Material for the task:
◇ ◇ ◇ ◇ ◇

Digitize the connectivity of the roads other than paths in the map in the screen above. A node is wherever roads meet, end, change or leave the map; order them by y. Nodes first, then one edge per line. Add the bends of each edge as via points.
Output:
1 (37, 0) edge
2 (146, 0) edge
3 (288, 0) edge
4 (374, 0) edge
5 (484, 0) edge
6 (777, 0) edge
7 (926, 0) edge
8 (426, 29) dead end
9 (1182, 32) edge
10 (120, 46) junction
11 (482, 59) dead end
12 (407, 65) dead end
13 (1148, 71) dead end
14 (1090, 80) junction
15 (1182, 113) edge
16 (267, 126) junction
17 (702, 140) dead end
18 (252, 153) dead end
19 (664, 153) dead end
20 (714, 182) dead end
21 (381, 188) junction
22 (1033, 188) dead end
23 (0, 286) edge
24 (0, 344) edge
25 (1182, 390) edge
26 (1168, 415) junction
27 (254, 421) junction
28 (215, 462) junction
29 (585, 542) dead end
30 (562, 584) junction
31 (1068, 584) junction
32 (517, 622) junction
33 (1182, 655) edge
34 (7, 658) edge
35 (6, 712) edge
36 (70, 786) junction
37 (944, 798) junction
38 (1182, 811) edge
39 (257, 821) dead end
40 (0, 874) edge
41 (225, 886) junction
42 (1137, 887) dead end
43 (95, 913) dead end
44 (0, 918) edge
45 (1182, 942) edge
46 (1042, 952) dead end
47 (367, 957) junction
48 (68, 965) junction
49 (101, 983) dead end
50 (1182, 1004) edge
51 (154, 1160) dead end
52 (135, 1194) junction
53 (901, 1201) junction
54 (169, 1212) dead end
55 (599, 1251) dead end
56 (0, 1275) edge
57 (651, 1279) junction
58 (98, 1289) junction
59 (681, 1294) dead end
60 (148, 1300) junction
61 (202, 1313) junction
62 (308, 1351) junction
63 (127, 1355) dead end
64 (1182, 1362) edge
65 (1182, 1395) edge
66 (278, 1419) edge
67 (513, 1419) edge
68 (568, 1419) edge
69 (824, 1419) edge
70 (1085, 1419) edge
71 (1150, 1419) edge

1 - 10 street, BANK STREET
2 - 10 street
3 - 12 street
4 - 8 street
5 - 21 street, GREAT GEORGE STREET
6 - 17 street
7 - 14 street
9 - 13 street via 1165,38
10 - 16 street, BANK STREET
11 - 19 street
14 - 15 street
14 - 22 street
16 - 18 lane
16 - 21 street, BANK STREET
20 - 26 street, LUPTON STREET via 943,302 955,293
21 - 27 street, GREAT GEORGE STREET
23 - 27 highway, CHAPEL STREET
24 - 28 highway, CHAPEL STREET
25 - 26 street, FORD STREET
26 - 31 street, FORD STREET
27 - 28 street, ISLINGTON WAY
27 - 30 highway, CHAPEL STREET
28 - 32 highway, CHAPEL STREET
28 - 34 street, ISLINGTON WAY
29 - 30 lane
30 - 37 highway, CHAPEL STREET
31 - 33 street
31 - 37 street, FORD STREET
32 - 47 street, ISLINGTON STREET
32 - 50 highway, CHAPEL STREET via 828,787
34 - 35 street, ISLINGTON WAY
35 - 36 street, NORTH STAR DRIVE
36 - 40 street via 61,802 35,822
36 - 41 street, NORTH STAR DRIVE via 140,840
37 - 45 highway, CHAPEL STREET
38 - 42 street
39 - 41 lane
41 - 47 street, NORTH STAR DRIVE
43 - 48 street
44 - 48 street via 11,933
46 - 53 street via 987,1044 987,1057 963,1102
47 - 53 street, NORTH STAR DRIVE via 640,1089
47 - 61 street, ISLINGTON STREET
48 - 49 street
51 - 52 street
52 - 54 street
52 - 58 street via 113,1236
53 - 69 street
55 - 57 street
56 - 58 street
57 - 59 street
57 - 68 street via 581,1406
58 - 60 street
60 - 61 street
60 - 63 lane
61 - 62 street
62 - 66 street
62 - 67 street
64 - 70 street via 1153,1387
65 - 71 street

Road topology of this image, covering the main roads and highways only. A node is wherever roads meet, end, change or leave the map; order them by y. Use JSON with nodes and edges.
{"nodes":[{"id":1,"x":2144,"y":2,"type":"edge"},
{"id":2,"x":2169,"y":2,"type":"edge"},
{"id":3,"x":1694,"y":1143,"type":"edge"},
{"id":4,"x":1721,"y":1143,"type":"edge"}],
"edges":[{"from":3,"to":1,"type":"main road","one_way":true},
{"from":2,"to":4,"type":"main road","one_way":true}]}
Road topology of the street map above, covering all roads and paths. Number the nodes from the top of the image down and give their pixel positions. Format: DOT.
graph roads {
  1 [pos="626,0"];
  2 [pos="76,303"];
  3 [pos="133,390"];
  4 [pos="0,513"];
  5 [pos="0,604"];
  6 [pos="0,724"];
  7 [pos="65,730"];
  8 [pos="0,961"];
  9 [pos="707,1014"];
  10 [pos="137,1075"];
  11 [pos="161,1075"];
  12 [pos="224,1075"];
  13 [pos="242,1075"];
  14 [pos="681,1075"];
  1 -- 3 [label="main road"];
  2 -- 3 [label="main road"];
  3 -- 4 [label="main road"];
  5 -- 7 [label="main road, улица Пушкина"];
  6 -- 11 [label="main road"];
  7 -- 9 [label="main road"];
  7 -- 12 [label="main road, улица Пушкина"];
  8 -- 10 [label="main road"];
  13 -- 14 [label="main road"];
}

◇ ◇ ◇ ◇ ◇

The task:
Which lines of the data contain "topology"? Copy them all.

Result for this exercise:
Road topology of this image, covering the main roads and highways only. A node is wherever roads meet, end, change or leave the map; order them by y. Use JSON with nodes and edges.
Road topology of the street map above, covering all roads and paths. Number the nodes from the top of the image down and give their pixel positions. Format: DOT.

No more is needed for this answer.